Um relacionamento de várias pessoas

Conheci um cara que era adepto da ‘prática’. Ele já tinha estado em um relacionamento de 5 pessoas, daí foi contando o desenrolar – saia um, entrava outro, ai entrava mais outra, saia uma…

Eu conheço muita gente da minha faixa etária e especialmente das gerações posteriores que engata namoro atrás de namoro. É um de 3 meses, outro de 5, outro de duas semanas, sem pausa entre eles. Não é pegação, é uma parada de gostar fácil das pessoas, mesmo. É engraçado como eu consigo ver que isso, em vez de ser um facilitador pro Poliamor, é um impedimento. Acho que se você gosta muito de todo mundo, muito fácil, você não gosta é de ninguém. E aí como poderia diferenciar as pessoas pelas quais realmente se apaixona? (é algo fundamental, parece, nesse negócio aí, saber identificar de quem você realmente gosta).

Todo mundo com quem eu comentei sobre meu amigo Poliamor, na época em que eu o conheci, achava esse arranjo um absurdo. As caras de WTF se comparavam às reações que as pessoas têm aos grandes tabus, tipo incesto.
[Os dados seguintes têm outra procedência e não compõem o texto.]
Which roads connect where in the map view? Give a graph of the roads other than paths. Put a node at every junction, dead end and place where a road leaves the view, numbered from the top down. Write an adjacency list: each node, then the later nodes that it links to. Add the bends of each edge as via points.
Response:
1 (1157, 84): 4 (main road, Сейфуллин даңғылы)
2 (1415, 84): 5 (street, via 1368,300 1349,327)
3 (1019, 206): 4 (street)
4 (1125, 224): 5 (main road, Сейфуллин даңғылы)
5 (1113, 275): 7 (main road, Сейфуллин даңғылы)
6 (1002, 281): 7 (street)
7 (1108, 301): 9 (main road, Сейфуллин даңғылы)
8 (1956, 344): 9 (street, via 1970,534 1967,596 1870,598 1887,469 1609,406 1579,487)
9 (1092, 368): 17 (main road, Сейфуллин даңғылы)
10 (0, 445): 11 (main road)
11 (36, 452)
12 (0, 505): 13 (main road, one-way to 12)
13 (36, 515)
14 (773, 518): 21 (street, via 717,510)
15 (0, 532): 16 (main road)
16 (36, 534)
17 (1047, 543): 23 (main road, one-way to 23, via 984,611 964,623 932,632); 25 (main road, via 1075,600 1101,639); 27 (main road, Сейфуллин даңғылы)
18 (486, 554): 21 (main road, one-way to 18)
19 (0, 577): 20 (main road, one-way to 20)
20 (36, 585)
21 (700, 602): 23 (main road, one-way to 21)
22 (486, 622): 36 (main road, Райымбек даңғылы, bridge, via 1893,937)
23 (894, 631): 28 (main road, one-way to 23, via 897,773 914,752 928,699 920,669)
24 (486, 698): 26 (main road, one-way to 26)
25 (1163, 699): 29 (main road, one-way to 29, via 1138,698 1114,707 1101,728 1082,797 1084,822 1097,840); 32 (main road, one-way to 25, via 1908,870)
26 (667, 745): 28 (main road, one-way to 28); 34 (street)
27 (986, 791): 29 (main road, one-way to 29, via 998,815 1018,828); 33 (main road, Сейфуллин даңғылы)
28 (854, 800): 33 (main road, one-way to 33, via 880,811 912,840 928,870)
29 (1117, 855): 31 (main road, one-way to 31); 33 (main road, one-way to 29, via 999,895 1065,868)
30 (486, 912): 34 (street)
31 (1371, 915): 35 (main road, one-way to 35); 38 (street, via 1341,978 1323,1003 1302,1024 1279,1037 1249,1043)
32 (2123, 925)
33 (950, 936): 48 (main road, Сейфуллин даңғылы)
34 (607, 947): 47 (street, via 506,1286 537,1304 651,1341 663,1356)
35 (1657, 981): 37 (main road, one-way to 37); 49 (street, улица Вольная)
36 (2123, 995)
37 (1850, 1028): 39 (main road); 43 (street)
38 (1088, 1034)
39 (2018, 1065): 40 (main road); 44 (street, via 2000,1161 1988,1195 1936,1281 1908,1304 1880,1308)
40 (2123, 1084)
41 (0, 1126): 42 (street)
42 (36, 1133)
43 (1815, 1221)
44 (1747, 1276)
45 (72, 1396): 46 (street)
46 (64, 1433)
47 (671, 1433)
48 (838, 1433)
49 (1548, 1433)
Importante lembrar que monogamia, o ‘os dois viveram felizes para sempre’, é parâmetro inteiramente cultural. Não tem nada de instintivo, não é uma organização social natural.

Mas quer saber? Engraçada uma sociedade que aceita traição como algo que ‘acontece’ – e é verdade, acontece – e não aceita a possibilidade de um relacionamento múltiplo.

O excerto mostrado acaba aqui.